Doesn’t everyone drink?

Only half the world’s population drinks alcohol. The European Region has the world’s highest levels of alcohol use and the highest levels of alcohol-related harm. Alcohol is one of the Region’s leading causes of ill health and premature death.

Is alcohol really that bad?

We know alcohol causes cancer and high blood pressure, and there are a large number of alcohol-related injuries each year. And alcohol doesn’t just harm the drinker; it’s related to violence on the street and in the family.

What about young people? Surely they don’t need to worry about all that until they’re older?

Quite the opposite – the brain continues to develop until the age of 25 and alcohol interferes with that.

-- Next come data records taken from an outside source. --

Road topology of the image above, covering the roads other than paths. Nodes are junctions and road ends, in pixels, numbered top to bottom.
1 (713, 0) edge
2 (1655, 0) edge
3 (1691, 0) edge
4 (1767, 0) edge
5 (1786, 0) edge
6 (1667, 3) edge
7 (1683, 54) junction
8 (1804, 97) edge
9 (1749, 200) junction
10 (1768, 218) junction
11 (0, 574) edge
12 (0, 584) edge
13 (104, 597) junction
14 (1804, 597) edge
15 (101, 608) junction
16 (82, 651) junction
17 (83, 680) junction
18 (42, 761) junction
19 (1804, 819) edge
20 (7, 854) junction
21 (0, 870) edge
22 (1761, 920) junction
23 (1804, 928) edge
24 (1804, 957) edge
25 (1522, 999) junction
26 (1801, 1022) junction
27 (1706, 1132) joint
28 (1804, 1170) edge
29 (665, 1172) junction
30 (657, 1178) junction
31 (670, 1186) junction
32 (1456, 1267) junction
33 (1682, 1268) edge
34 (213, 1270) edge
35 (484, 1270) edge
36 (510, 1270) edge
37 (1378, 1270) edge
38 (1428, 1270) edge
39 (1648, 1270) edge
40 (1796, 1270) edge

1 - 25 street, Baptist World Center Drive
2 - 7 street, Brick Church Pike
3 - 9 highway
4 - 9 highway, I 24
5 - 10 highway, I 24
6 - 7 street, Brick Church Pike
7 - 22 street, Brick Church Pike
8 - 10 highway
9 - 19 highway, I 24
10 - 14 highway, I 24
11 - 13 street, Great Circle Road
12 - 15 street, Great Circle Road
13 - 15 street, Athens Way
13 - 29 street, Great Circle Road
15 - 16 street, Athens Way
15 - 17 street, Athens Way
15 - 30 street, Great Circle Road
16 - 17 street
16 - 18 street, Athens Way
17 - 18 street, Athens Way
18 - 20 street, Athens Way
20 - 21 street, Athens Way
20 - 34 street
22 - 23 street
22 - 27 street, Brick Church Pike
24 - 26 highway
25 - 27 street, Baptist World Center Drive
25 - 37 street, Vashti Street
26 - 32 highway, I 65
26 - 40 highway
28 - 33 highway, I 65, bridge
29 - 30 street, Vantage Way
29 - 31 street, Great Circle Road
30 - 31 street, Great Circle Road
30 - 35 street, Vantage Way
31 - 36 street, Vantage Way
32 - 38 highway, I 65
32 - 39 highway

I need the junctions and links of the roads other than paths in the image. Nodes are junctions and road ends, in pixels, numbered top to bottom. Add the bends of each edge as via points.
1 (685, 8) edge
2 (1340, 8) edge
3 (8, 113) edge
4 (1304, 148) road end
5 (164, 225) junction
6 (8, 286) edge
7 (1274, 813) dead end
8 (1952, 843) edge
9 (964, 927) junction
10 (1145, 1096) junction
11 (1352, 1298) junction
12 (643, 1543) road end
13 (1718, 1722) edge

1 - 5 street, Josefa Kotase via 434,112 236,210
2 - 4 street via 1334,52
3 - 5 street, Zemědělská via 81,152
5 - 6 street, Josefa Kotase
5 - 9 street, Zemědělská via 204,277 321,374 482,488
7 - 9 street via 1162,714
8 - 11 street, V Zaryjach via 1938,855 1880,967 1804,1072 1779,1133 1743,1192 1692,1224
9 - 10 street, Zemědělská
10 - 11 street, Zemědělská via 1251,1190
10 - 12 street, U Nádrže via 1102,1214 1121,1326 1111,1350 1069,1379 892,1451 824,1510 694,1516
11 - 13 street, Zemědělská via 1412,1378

The adolescent brain is especially susceptible to alcohol, and starting to drink alcohol at a young age increases the risk of alcohol dependence  later  in life. The younger people are when they start drinking, the more damage they risk doing.

But isn’t red wine good for you?

Research has shown a lower risk of ischaemic events (heart disease, stroke and type 2 diabetes) among middle-aged and older, light-to-moderate drinkers.  But the detrimental effects of alcohol far outweigh any potential protective benefits. An older person will get much greater health benefits from being physically active and eating healthy food than from alcohol.

I don’t drink that much. Will it really make a difference to my health if I give it up?

Even moderate drinkers notice health benefits when they stop drinking alcohol. Very quickly they notice that they sleep better and feel more refreshed and alert the next day. Non-drinkers find it easier to control their weight.

In this day and age why should women not drink as much as men?

There are very important health reasons why alcohol consumption is higher risk for women than for men. Alcohol is quite simply more damaging to women. The smaller percentage of water in a woman’s body than a man’s body means that alcohol will achieve a higher concentration and therefore a greater toxicity. In addition, the enzyme that breaks down alcohol is produced in smaller quantities in a woman’s body, which means alcohol will take longer to leave her system.